By: Jonathan Baillie
Last week marked a significant step for protecting biodiversity around the world. Lead negotiators from over 100 countries convened in Nairobi, Kenya to discuss a global strategy to protect nature and wildlife. Over the next 12 months it will be important to work towards an ambitious deal of protecting 30 percent of the planet by 2030 in Kunming, China.
Numerous scientific reports have recently shown what is at stake. Last year, a report showed that 60 percent of the world’s wildlife has been lost since 1970. This spring, a major report from 450 leading scientists from around the world shows that the crisis facing wildlife and nature is even worse than previously understood. Up to a million plant and animal species are now threatened with extinction. Threats posed to people from the destruction of nature are just as serious as those posed by climate change. Right now, only 15 percent of the Earth’s land and 7 percent of our ocean are protected.1
Although the global scope of the challenge is enormous, the science is already telling us the steps we need to take to effectively respond to the wildlife extinction crisis. We must protect at least 50 percent of the planet by 2050, achieving the first milestone of 30 percent protection by 2030. The good news is, we still have time to act. The strength of the deal to protect 30 percent of the planet at the Convention on Biological Diversity (CBD) will depend on the leadership at the country level.
There are several countries already leading the charge. One in particular is Uganda. Earlier this summer the Ugandan State Minister for the Environment vowed that Uganda would be a conservation leader in Africa.
Uganda has some of the highest biodiversity values anywhere on the planet, ranking in the top ten most biodiverse countries globally. According to Protected Plant, currently, 16 percent of the country is protected approximately 39,059 km2 with over 712 protected areas.

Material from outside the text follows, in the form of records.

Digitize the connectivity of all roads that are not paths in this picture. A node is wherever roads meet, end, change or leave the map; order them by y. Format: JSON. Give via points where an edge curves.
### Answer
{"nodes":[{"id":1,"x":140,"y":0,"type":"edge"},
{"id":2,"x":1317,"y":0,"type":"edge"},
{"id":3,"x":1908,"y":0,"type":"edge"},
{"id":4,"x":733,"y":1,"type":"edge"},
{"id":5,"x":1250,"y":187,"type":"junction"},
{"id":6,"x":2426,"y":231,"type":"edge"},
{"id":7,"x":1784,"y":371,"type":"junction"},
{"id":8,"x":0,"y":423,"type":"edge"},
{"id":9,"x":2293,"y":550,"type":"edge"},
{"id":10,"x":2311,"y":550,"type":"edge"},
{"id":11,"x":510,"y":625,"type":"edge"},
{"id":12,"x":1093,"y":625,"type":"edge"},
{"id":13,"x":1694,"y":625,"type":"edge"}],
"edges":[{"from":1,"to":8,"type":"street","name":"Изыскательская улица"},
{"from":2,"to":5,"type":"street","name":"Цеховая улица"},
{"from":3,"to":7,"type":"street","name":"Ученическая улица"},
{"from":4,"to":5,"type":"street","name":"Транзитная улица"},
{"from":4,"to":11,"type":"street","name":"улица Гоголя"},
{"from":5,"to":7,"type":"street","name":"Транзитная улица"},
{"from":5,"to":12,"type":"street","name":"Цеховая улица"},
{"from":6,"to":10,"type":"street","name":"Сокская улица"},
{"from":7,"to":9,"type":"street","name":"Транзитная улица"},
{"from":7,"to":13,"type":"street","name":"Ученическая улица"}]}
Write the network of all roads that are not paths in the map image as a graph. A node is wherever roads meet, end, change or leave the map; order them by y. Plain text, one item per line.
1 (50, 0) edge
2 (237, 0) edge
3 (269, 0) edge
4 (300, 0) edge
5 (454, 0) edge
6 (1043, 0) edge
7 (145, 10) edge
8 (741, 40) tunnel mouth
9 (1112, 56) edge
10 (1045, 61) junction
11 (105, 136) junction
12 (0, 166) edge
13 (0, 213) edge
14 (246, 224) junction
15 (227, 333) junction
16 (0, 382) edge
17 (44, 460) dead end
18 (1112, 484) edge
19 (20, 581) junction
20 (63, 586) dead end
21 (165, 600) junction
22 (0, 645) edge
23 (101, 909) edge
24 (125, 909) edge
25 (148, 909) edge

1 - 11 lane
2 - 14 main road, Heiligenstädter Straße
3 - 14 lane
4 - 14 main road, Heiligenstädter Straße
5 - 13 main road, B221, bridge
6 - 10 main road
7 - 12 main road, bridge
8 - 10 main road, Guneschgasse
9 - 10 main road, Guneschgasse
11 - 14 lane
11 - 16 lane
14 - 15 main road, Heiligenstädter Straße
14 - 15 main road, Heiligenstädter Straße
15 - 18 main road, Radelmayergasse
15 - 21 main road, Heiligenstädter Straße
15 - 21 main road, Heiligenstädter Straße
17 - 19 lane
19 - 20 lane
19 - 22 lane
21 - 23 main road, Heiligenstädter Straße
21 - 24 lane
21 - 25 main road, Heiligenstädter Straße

Here at the National Geographic Society we are committed to protecting the places that sustain life on Earth. From our projects around the world, we know that it is vital that large wilderness areas which contain the bulk of biodiversity on our planet, are resilient to—and help us mitigate—climate change, and continue to provide the goods and services that are essential for humanity’s survival. This includes not only preserving areas that are intact, but also restoring areas that may have suffered some human impacts.
As more individual countries continue to demonstrate their leadership and commitment to protecting 30 percent of the planet by 2030, we will be able to achieve more ambitious targets that will help us reach our ultimate goal: a planet in balance.
1UNEP-WCMC, IUCN and NGS (2019). Protected Planet Live Report 2019. UNEP-WCMC, IUCN and NGS: Cambridge UK; Gland, Switzerland; and Washington, D.C., USA.